- EXERCISE DESCRIPTION -
From the listing below, pull out all lines with "Lishansky" in them.

- DATA FOR PROCESSING -

-- -- --

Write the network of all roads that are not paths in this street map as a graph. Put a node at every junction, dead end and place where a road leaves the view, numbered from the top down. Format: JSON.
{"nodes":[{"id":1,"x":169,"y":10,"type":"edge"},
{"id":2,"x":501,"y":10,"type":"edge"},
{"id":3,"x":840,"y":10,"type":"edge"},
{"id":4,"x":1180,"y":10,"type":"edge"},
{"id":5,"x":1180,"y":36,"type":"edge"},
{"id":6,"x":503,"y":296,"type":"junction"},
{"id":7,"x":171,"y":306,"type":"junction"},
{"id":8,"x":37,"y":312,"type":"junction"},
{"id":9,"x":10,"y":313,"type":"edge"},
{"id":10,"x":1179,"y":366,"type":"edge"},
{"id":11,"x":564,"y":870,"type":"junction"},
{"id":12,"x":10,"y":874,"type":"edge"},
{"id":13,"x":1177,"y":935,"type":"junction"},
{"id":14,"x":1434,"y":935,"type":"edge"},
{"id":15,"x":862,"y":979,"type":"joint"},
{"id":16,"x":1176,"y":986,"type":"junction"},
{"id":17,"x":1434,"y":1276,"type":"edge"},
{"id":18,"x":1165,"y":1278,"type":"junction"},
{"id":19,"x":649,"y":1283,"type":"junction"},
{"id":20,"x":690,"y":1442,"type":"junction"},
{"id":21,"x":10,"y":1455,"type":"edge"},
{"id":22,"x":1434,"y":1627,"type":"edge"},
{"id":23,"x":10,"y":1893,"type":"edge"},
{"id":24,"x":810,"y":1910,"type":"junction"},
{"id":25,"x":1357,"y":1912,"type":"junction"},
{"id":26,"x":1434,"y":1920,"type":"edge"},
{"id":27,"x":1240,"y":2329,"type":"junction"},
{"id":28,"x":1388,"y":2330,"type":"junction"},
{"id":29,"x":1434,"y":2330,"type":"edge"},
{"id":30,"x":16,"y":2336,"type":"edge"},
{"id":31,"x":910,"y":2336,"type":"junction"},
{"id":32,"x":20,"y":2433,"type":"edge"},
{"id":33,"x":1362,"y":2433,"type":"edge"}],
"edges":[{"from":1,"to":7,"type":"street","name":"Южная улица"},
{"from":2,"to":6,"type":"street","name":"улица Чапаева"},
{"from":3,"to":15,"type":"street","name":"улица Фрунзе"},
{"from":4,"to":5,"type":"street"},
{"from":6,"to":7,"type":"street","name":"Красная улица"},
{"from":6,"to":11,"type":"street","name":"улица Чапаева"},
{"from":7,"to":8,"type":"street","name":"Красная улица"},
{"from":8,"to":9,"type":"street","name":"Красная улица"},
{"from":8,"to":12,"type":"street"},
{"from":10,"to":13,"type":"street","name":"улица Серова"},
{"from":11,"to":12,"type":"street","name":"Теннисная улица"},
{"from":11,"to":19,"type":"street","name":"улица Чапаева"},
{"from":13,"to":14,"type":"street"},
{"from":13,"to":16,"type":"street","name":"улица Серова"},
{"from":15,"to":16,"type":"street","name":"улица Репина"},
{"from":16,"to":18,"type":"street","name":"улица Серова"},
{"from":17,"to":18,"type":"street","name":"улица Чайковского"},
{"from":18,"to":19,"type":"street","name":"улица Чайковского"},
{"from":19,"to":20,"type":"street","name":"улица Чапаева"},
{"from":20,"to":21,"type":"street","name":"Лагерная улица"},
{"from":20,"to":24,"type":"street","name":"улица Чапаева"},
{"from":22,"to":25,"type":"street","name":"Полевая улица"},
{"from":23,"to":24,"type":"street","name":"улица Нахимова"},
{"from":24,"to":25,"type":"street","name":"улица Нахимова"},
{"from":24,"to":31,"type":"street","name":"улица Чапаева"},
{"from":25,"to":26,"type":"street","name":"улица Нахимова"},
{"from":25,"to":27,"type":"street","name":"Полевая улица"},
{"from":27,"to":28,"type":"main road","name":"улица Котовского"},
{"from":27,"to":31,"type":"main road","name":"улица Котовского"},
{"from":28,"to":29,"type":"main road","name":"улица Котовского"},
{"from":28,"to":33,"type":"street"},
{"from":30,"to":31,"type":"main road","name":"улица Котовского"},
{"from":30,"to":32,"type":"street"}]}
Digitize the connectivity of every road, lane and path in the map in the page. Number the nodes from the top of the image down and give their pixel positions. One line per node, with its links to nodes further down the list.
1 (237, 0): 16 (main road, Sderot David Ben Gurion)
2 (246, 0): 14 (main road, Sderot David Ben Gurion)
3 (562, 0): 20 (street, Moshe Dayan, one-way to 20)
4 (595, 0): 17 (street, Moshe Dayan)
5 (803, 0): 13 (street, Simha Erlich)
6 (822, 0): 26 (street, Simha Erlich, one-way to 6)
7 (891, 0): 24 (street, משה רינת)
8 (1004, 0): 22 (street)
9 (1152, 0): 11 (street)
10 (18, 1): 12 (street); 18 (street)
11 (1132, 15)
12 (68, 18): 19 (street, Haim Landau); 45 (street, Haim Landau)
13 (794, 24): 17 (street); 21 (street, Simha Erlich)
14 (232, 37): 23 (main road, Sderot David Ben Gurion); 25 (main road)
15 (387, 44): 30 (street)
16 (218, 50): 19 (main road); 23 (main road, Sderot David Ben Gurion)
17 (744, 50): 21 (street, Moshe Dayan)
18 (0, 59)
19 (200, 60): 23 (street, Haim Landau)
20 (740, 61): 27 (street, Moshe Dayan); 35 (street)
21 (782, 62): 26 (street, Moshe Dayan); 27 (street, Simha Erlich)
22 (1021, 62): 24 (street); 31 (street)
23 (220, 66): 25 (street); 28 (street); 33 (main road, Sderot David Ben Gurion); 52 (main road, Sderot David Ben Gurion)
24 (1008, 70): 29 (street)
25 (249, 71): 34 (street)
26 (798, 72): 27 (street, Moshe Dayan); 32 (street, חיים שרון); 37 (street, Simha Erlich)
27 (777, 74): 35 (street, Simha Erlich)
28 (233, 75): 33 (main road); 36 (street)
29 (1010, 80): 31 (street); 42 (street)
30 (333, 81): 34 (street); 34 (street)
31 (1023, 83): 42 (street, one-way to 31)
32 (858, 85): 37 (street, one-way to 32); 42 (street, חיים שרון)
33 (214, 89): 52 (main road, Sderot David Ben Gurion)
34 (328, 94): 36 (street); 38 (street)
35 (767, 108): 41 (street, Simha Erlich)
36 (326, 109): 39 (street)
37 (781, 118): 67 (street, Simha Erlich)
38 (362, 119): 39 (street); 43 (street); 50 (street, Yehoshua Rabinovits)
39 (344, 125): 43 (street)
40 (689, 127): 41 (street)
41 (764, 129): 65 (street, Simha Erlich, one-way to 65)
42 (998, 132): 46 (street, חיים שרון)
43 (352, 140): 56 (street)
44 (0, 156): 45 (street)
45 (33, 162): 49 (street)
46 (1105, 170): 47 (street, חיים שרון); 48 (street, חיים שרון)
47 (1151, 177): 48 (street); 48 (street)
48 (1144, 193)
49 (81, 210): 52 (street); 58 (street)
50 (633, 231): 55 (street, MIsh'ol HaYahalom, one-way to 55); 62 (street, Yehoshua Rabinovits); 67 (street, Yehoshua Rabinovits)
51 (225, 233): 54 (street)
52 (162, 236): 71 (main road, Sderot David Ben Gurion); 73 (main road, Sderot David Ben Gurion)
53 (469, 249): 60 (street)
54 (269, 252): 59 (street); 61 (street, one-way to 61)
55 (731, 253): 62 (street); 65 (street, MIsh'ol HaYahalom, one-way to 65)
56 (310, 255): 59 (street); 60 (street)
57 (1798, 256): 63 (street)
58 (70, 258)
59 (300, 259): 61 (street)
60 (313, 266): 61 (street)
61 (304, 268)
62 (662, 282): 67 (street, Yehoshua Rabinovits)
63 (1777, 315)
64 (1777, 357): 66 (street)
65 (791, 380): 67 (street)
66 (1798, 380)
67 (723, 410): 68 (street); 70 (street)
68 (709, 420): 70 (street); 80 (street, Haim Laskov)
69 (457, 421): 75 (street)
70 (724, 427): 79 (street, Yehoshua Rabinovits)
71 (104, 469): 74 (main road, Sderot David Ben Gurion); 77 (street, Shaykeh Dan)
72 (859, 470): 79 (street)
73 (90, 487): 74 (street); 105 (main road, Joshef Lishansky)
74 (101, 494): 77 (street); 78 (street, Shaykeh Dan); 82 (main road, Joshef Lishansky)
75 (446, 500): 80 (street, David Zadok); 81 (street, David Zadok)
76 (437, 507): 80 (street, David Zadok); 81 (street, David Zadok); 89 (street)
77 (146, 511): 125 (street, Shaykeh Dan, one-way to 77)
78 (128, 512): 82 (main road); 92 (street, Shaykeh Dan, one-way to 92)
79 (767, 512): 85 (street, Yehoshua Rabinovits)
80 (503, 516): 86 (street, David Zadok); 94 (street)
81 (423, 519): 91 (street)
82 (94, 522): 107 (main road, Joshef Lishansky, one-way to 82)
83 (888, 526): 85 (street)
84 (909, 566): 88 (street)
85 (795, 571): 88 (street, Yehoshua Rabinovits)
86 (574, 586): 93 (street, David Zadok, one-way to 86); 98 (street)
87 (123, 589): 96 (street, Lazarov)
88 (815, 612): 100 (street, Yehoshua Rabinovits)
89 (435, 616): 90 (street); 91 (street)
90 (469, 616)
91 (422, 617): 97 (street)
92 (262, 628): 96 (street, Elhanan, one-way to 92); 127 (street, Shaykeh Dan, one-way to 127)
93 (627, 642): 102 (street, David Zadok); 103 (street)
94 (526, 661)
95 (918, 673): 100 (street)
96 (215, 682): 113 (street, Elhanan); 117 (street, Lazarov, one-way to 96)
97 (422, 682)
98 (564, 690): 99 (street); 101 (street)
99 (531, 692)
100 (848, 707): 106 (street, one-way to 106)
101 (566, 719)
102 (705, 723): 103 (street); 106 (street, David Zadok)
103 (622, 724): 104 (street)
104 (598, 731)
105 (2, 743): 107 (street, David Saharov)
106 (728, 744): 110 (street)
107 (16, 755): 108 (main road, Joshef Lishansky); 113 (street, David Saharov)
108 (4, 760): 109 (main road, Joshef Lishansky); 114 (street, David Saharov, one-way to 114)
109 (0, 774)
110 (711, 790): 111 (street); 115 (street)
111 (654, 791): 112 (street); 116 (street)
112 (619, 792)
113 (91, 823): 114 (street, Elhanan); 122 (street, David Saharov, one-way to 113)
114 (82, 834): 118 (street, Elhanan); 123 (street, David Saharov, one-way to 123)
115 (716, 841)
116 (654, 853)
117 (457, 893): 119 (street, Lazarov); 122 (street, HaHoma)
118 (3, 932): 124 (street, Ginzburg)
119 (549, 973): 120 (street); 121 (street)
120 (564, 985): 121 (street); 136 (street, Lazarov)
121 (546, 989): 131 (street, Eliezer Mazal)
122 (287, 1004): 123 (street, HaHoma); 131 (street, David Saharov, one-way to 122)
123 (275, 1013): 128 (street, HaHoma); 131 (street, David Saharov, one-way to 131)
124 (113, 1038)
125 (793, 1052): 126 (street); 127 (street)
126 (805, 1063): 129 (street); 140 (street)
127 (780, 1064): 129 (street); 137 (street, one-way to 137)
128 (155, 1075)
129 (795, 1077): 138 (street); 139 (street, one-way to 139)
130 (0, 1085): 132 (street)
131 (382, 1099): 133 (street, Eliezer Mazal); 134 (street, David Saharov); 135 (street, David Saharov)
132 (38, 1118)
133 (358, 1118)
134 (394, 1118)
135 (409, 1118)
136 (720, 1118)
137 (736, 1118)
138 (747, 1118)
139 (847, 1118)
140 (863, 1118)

-- -- --

- EXERCISE RESPONSE -
73 (90, 487): 74 (street); 105 (main road, Joshef Lishansky)
74 (101, 494): 77 (street); 78 (street, Shaykeh Dan); 82 (main road, Joshef Lishansky)
82 (94, 522): 107 (main road, Joshef Lishansky, one-way to 82)
107 (16, 755): 108 (main road, Joshef Lishansky); 113 (street, David Saharov)
108 (4, 760): 109 (main road, Joshef Lishansky); 114 (street, David Saharov, one-way to 114)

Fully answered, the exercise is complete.